Nous sommes au cœur d’une mutation où s’annonce un renversement de perspective. Raoul Vaneigem

Vers la synthèse entre Intégralisme américain et Progressisme européen

Nous venons de consacrer nos huit derniers billets à trois livres qui témoignent, chacun à sa façon, du saut évolutif et conceptuel effectué par des avant-gardes intellectuelles et culturelles inspirées par une même Vision Intégrale. Face à une crise systémique qui rend nécessaire l’émergence d’un nouveau paradigme, la Vision Intégrale permet de mieux comprendre, loin de la fragmentation disciplinaire et du réductionnisme dominant, la complexité de l’expérience humaine vécue dans ses multiples dimensions, intérieures et extérieures, individuelles et collectives.

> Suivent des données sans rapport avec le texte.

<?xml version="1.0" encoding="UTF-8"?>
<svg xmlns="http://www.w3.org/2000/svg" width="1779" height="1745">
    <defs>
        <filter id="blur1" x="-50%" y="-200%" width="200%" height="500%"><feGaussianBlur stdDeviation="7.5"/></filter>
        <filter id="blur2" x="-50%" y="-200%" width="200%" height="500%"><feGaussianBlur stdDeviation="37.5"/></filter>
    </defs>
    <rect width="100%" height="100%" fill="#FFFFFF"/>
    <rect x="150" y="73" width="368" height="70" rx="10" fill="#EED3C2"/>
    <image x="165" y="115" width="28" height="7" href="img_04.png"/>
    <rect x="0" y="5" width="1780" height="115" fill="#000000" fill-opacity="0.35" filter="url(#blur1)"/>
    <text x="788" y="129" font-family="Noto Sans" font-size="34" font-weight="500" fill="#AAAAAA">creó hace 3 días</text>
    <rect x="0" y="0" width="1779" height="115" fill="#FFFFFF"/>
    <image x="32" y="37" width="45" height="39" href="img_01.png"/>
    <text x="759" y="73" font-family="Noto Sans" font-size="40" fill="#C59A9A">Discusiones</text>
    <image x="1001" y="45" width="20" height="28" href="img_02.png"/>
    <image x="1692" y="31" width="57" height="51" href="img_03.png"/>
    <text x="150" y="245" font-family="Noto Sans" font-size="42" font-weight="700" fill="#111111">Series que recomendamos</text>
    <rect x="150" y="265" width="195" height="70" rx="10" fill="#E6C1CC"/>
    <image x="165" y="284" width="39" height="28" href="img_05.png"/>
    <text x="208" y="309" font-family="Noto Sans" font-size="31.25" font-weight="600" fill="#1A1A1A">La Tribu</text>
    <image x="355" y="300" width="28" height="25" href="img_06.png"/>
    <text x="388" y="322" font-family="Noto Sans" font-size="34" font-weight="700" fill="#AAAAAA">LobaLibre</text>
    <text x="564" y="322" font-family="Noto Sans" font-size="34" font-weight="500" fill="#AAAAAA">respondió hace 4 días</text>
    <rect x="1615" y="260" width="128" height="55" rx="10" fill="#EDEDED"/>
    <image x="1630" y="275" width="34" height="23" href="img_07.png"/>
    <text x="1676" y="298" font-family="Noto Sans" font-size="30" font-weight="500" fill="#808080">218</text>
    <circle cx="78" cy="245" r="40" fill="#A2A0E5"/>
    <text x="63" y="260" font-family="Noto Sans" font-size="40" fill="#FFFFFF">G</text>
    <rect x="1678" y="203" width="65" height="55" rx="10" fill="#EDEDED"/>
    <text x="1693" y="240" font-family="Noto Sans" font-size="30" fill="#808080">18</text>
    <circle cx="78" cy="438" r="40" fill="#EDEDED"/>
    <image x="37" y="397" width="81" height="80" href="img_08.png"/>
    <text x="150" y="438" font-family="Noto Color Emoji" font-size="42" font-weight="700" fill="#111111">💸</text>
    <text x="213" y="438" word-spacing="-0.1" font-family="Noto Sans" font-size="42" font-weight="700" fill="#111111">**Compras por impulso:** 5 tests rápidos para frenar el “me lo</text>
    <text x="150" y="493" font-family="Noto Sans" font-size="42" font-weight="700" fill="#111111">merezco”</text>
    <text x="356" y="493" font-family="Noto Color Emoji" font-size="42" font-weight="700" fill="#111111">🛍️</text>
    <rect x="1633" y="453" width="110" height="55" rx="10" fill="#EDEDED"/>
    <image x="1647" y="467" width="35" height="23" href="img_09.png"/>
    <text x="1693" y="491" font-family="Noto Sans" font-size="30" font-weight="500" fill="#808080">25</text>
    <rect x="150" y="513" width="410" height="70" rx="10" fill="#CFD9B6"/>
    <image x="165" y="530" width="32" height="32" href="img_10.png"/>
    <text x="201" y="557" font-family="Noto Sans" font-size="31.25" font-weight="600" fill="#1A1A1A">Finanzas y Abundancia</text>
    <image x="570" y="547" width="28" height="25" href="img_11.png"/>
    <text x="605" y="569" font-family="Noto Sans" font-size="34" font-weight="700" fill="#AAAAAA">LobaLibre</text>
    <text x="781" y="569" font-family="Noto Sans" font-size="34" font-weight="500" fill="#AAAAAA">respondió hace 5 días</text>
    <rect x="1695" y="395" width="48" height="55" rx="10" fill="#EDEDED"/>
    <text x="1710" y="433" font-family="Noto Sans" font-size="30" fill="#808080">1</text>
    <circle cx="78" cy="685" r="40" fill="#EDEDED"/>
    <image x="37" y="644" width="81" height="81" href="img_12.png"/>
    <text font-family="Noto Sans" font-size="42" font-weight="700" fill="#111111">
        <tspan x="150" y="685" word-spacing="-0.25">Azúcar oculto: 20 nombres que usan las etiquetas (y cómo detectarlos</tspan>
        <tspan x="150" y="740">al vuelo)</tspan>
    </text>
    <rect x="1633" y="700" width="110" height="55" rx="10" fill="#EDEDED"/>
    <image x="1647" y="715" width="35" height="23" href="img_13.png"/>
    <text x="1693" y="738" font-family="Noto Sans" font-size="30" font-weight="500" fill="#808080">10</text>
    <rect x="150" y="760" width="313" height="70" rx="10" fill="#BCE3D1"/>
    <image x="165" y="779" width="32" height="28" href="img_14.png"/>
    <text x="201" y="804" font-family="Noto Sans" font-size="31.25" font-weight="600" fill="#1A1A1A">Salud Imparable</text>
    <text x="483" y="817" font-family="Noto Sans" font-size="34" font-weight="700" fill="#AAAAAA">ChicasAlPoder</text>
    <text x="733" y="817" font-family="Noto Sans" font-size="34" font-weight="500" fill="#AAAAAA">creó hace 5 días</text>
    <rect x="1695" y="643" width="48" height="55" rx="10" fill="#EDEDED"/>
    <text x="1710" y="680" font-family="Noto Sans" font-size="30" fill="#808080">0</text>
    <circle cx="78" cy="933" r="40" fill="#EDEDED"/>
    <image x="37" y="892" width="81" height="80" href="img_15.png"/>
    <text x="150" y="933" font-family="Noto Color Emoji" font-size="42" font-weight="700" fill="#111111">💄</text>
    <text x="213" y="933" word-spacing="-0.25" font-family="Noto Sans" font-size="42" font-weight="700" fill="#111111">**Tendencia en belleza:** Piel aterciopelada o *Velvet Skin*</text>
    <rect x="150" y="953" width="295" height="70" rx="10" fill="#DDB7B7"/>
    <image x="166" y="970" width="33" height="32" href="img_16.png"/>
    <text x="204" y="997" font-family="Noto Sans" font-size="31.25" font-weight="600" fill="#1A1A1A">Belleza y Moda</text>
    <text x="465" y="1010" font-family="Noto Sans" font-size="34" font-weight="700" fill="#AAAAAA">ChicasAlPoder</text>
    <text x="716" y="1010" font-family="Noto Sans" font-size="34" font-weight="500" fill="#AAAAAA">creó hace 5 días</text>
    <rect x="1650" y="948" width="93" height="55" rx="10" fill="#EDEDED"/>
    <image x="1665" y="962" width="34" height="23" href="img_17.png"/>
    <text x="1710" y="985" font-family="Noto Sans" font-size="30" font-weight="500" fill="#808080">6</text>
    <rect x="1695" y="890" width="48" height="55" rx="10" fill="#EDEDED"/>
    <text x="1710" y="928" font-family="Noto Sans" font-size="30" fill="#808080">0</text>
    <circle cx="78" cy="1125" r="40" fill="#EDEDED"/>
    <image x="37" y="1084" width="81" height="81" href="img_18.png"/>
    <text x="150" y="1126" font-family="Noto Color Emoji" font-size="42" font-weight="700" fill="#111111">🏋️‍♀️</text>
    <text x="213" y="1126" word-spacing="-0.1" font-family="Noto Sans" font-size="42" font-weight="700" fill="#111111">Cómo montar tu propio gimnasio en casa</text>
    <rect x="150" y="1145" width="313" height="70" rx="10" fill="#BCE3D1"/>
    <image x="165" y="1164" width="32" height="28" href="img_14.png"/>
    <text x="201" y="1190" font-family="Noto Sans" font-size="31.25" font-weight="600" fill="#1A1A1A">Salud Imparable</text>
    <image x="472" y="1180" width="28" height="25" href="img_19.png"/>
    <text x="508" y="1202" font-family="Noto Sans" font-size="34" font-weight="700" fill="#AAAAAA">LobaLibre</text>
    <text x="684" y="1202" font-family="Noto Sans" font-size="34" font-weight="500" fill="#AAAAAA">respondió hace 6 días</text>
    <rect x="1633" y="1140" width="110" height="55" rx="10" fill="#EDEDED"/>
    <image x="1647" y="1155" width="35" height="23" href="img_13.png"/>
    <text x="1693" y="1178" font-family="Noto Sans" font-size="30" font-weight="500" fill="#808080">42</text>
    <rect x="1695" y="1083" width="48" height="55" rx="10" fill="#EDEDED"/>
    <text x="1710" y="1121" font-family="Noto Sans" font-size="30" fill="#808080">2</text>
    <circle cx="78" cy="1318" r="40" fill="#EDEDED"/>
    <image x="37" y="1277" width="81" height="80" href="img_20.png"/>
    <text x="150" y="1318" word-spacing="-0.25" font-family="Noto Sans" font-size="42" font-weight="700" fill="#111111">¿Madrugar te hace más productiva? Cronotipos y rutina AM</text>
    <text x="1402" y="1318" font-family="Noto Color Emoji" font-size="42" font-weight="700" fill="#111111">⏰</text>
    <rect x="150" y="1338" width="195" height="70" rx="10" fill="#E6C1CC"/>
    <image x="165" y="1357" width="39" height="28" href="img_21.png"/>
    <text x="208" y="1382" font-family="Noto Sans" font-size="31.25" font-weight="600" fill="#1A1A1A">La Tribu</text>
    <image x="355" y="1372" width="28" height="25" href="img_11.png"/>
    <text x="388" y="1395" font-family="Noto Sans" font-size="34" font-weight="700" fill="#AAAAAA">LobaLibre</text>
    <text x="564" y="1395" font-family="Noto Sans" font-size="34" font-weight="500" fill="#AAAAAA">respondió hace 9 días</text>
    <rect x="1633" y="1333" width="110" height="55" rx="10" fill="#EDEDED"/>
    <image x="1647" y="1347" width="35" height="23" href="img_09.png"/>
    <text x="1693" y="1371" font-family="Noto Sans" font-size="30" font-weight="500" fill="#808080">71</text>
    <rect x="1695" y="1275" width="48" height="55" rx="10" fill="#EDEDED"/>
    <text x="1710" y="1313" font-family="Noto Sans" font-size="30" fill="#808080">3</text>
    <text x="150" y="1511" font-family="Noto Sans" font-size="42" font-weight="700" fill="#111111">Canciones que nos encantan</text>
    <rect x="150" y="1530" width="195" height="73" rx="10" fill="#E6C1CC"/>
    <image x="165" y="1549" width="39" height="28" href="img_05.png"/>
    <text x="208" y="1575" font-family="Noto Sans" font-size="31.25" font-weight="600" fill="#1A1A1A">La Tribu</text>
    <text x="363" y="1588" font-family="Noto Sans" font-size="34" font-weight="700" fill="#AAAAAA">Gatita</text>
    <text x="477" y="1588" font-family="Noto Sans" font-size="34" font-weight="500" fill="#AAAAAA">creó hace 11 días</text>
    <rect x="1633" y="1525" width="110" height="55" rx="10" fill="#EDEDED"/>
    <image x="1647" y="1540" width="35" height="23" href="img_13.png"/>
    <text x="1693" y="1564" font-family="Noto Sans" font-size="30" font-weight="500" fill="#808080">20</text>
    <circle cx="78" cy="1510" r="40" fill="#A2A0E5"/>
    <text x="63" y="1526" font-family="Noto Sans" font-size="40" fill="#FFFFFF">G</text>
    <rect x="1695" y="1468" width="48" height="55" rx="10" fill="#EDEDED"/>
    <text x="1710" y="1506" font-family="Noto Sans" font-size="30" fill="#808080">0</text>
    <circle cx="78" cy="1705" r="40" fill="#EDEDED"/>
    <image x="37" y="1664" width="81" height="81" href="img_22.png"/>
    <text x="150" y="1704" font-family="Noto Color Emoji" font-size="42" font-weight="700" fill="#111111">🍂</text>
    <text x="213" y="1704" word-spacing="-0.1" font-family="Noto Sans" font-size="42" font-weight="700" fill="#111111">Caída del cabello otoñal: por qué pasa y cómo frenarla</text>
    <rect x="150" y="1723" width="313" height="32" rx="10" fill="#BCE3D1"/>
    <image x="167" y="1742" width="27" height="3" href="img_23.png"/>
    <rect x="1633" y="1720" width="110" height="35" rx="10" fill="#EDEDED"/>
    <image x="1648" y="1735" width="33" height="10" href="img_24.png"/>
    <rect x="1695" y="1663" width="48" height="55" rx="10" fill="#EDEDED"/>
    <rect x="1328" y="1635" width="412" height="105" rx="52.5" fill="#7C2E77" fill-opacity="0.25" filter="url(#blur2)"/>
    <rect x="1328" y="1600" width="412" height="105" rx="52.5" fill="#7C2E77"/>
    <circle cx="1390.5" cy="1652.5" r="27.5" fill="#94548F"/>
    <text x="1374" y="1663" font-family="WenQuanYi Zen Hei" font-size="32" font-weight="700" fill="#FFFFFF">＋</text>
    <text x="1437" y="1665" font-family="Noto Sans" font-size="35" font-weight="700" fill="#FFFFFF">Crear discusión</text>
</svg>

Cette Vision Intégrale est l’expression contemporaine d’une sensibilité évolutionnaire enracinée dans une longue généalogie. A la différence de cette théorie scientifique qu’est l’évolutionnisme à laquelle on ne peut la réduire, l’approche évolutionnaire est globale : elle consiste à vivre, percevoir, ressentir et se représenter l’évolution du monde et de l’être humain, des subjectivités et des cultures comme des sociétés. Dans ce billet nous évoquerons les différences historiques et culturelles qui existent entre Europe et États-Unis pour mieux comprendre la façon dont cette sensibilité évolutionnaire s’est incarnée sur les deux continents à travers l’intégralisme américain d’une part et le progressisme européen de l’autre. Alors que l’intégralisme américain s’est concentré sur l’évolution individuelle et culturelle, le progressisme européen s’est plutôt focalisé sur le progrès social et politique.

Si l’intégralisme américain a permis une percée de la pensée évolutionnaire, notamment grâce aux apports très significatifs des modèles développementaux, il véhicule, de manière souvent inconsciente, certains stéréotypes d’un imaginaire capitaliste qui fonde historiquement la culture américaine. Quant aux progressistes européens, suite au long combat mené contre l’hégémonie culturelle de l’Église, ils considèrent trop souvent toutes formes de transcendance ou de spiritualité comme autant d' »opiums du peuple » utilisés par les classes dominantes pour asseoir leur domination.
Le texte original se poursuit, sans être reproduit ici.